▶ [Task instructions]
Copy nothing past the line containing "Digitize the connectivity". Transcribe every line of the listing below up to and including it, from the first, except pictures.

################

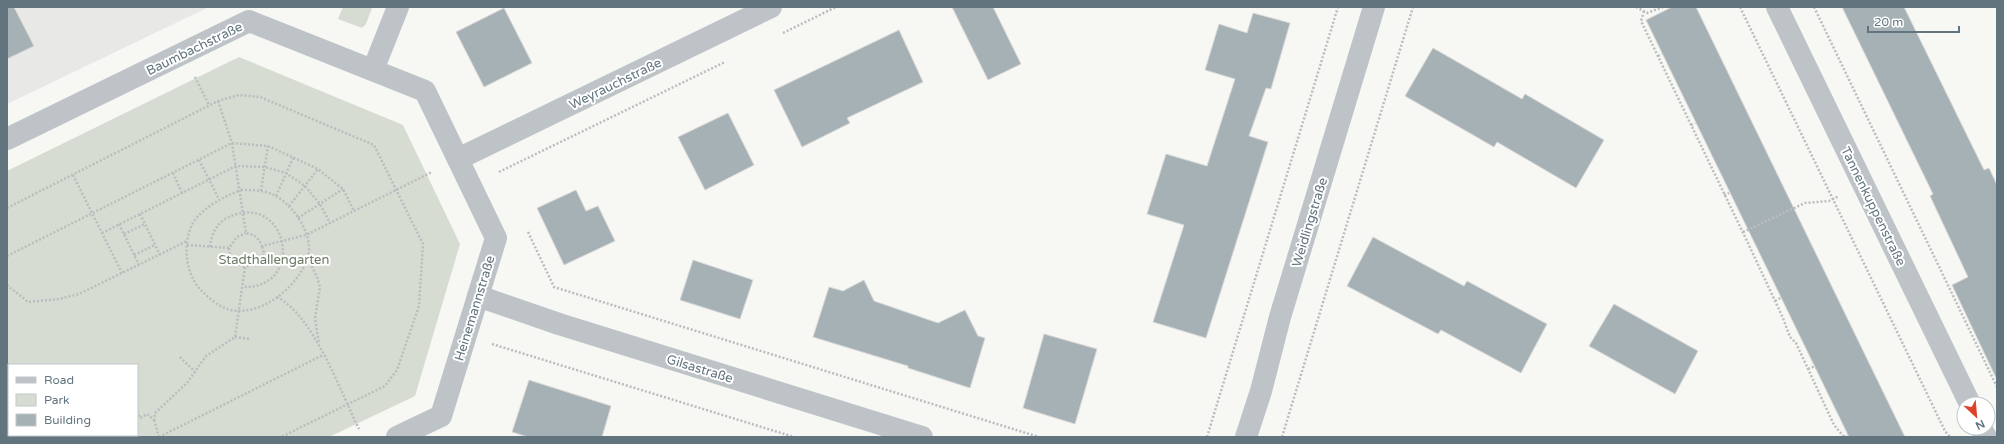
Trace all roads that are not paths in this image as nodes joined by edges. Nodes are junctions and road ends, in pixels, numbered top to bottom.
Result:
1 (398, 7) edge
2 (771, 7) edge
3 (1374, 7) edge
4 (1777, 7) edge
5 (373, 70) junction
6 (7, 138) edge
7 (458, 159) junction
8 (478, 296) junction
9 (1966, 396) edge
10 (397, 437) edge
11 (922, 437) edge
12 (1246, 437) edge

1 - 5 street
2 - 7 street, Weyrauchstraße
3 - 12 street, Weidlingstraße
4 - 9 street, Tannenkuppenstraße
5 - 6 street, Baumbachstraße
5 - 7 street, Baumbachstraße
7 - 8 street, Heinemannstraße
8 - 10 street, Heinemannstraße
8 - 11 street, Gilsastraße

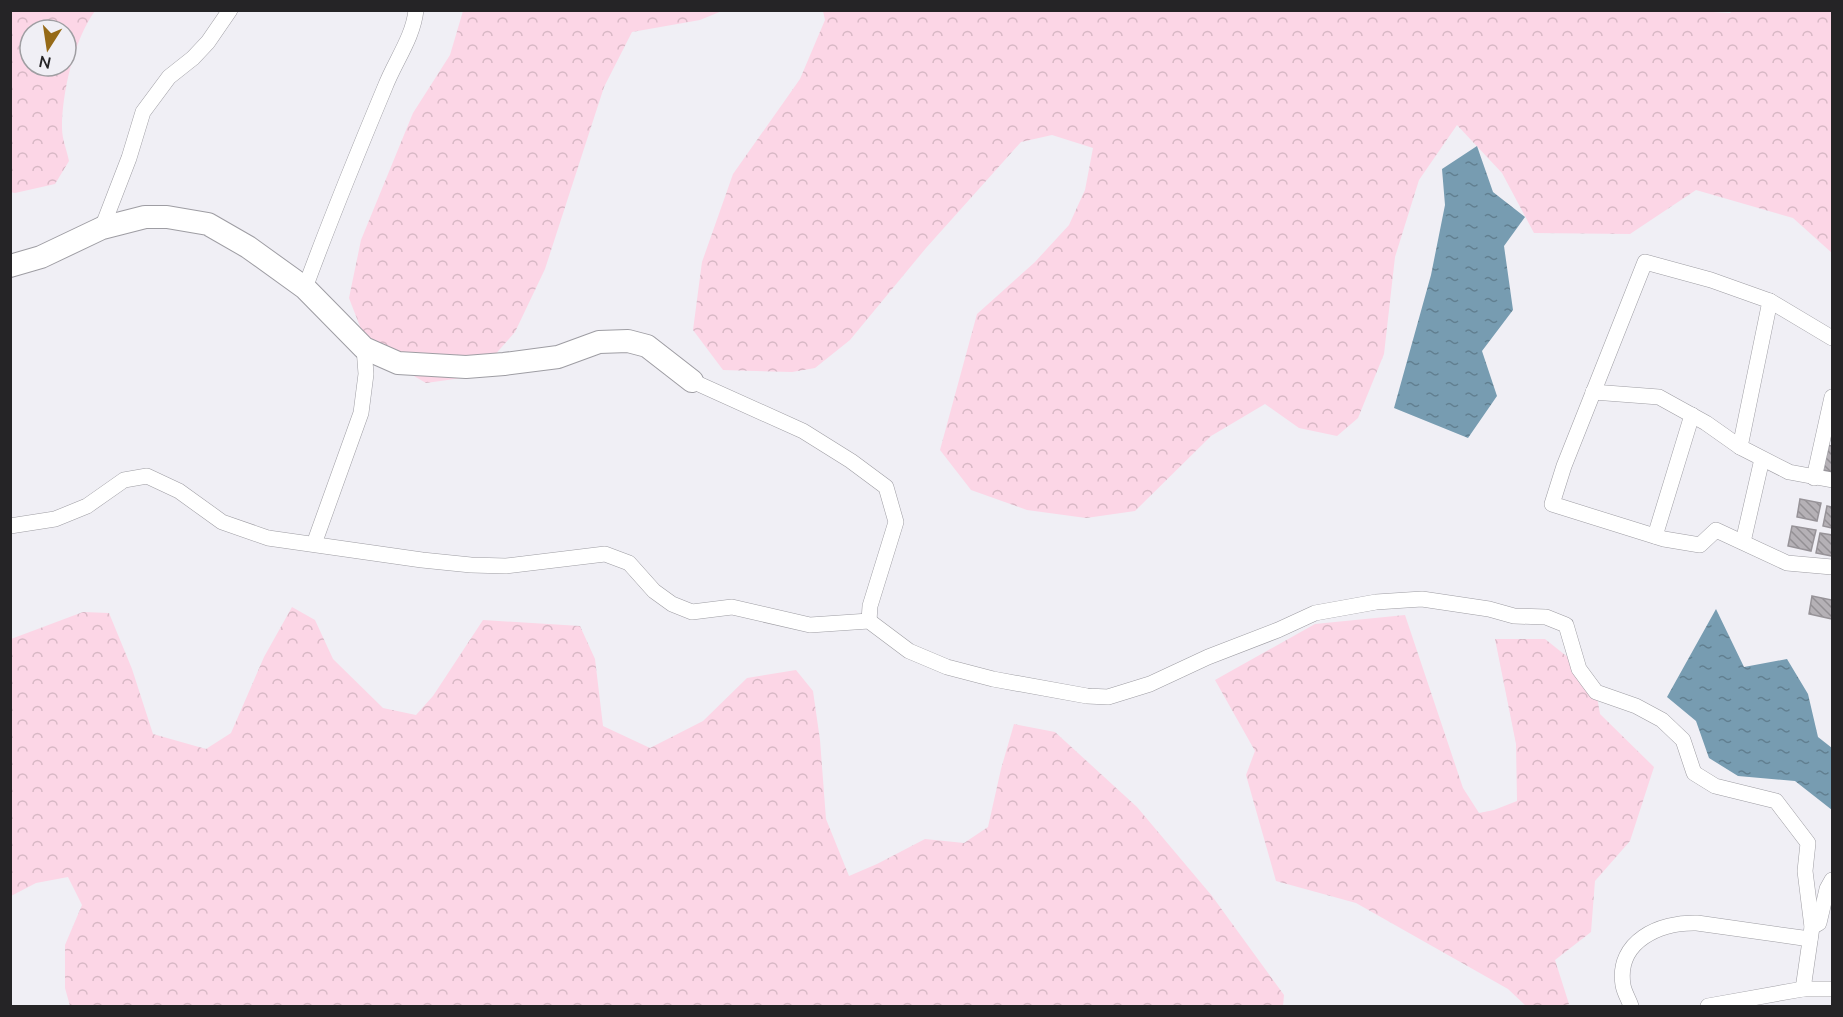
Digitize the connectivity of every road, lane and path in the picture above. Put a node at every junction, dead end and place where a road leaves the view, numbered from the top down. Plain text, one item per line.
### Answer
1 (230, 10) edge
2 (416, 10) edge
3 (102, 228) junction
4 (10, 267) edge
5 (305, 288) junction
6 (1770, 301) junction
7 (1833, 338) edge
8 (364, 348) junction
9 (692, 381) joint
10 (1593, 392) junction
11 (1833, 397) edge
12 (1692, 415) junction
13 (1740, 447) junction
14 (1762, 459) junction
15 (1814, 478) junction
16 (1833, 480) edge
17 (10, 526) edge
18 (1655, 536) junction
19 (1743, 542) junction
20 (314, 544) junction
21 (1833, 567) edge
22 (869, 621) junction
23 (1833, 880) edge
24 (1811, 933) junction
25 (1803, 989) junction
26 (1833, 989) edge
27 (1631, 1006) edge
28 (1708, 1006) edge

1 - 3 street
2 - 5 street
3 - 4 street
3 - 5 street
5 - 8 street
6 - 7 street
6 - 10 street
6 - 13 street
8 - 9 street
8 - 20 street
9 - 22 street
10 - 12 street
10 - 18 street
11 - 15 street
12 - 13 street
12 - 18 street
13 - 14 street
14 - 15 street
14 - 19 street
15 - 16 street
17 - 20 street
18 - 19 street
19 - 21 street
20 - 22 street
22 - 24 street
23 - 24 street
24 - 25 street
24 - 27 street
25 - 26 street
25 - 28 street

################

▶ [Solution]
Trace all roads that are not paths in this image as nodes joined by edges. Nodes are junctions and road ends, in pixels, numbered top to bottom.
Result:
1 (398, 7) edge
2 (771, 7) edge
3 (1374, 7) edge
4 (1777, 7) edge
5 (373, 70) junction
6 (7, 138) edge
7 (458, 159) junction
8 (478, 296) junction
9 (1966, 396) edge
10 (397, 437) edge
11 (922, 437) edge
12 (1246, 437) edge

1 - 5 street
2 - 7 street, Weyrauchstraße
3 - 12 street, Weidlingstraße
4 - 9 street, Tannenkuppenstraße
5 - 6 street, Baumbachstraße
5 - 7 street, Baumbachstraße
7 - 8 street, Heinemannstraße
8 - 10 street, Heinemannstraße
8 - 11 street, Gilsastraße

Digitize the connectivity of every road, lane and path in the picture above. Put a node at every junction, dead end and place where a road leaves the view, numbered from the top down. Plain text, one item per line.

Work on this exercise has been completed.